Kardeşlerinin işkence ettiği sahâbî.
Mekke ufuklarını aydınlatan hidâyet nûru, kalb ve gönüllere yansıyınca,
İslâmiyetin şifâ bahşeden berrak menbaına her geçen gün birkaç kişi daha
yanaşıyor, o âb-ı hayâta dalarak yudumluyor, rûhlarını paslandıran cehâlet ve
zulüm kirlerinden kurtularak huzûra kavuşuyorlardı.

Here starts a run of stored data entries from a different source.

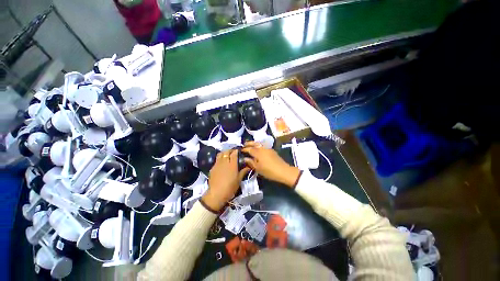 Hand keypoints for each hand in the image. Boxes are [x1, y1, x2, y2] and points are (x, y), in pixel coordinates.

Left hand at [202, 150, 249, 211]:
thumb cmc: (230, 187)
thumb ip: (243, 172)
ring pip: (220, 154)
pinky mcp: (212, 168)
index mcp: (232, 164)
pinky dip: (219, 159)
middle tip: (233, 152)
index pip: (234, 153)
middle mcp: (224, 162)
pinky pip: (216, 160)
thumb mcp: (238, 180)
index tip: (238, 150)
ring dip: (224, 153)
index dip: (236, 151)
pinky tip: (221, 163)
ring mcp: (217, 164)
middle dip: (230, 150)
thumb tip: (249, 167)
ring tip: (226, 155)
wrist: (216, 194)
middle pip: (226, 152)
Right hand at [242, 141, 300, 187]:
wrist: (283, 171)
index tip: (241, 149)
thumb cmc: (269, 171)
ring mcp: (268, 148)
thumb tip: (245, 158)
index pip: (249, 149)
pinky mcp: (272, 150)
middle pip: (254, 143)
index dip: (244, 149)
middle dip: (249, 143)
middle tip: (244, 144)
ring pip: (259, 144)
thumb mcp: (258, 168)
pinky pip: (263, 146)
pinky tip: (258, 150)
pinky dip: (259, 146)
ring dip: (254, 143)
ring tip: (250, 146)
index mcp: (258, 152)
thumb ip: (251, 162)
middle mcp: (262, 148)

İnsanlık, o sıralar o kadar zavallılaşmış ve gülünç bir hâle düşmüştü ki, her
türlü aşağılıkları işliyorlardı. İşte onları, şirkin, küfrün ürkütücü
pençesinden alıp, İslâmiyetin munis ve şefkatli sînesine, merhametli kucağına
da’vet eden yüce Resûl, insanlığın hakîkî kurtarıcısı olduğunu ispat ediyordu.
Kardeşlerin nasîblisi
İslâmiyet sayesinde insanlar arasında o kadar kuvvetli, sağlam bir yakınlık ve
kardeşlik kurulmuştu ki, küfür cephesinde kalanlarla, îmân safında bulunanlar
arasında daha önce mevcut olan kan bağı akrabalık münâsebetlerinden hiçbir eser
kalmamıştı. Müşrik baba, mü’min oğlunu en büyük düşman biliyor, îmânsız kardeş,
İslâmiyeti seçen kardeşini en azılı hasım olarak görüyordu.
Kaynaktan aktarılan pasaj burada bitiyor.